Park in Erie County, New York, US

Como Lake Park is a 534 acre park in Erie County, in the U.S. state of New York. The park is located along the banks of Cayuga Creek in both the village and town of Lancaster, approximately 14 mi east of the city of Buffalo. It is operated by the Erie County Department of Parks, Recreation and Forestry. Access is free and it is open to the public year-round.

==History==
Como Lake Park, named after the Lake Como tourist resort in Italy, was originally established by the village of Lancaster in 1923 and acquired by Erie County in 1926 as the result of a special village election. The park at that time was 120 acre in size, and grew to its current 534 acre extent through land acquisitions in the years that followed. Many of the park's facilities and stone structures were built or improved by the Works Progress Administration in the 1930s.

The park originally featured a small zoo and a 220 yard toboggan run. Both of these attractions have since been removed.
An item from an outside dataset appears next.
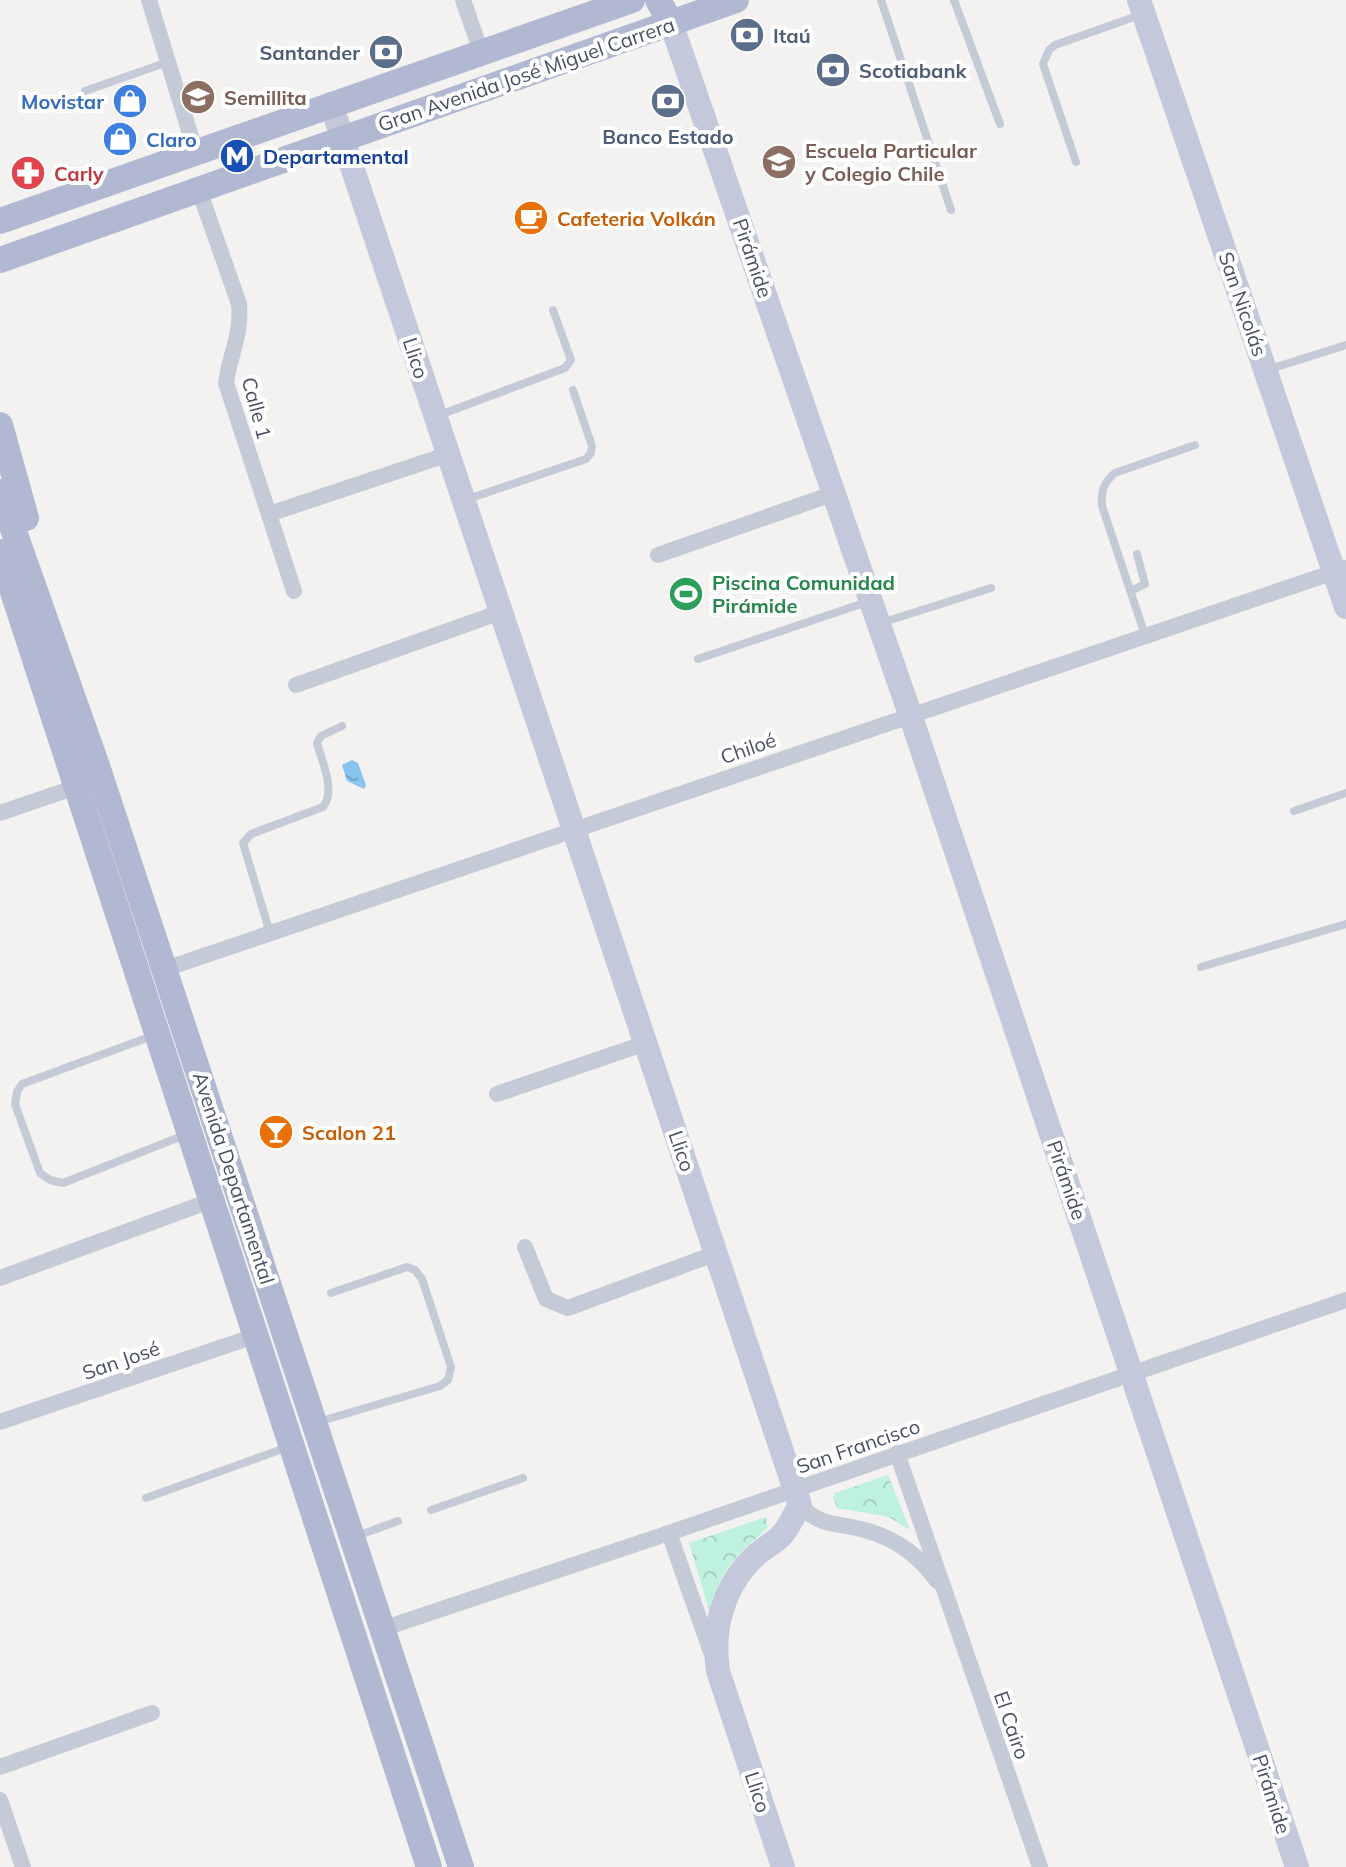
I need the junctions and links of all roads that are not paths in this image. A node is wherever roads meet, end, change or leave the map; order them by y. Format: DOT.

==Attractions and facilities==
- Como Lake Park features a 4.5 acre man-made lake with a small lighthouse.
- The park includes nature trails, 62 picnic shelters, a disc golf course, a soccer field, four tennis courts and two basketball courts.
- During the winter, the park features 4.75 mi of trails and unplowed roads suitable for cross-country skiing or snowshoeing, two free ice-skating rinks, and a sledding hill.
- Electric vehicle (EV) chargers have been installed in the park.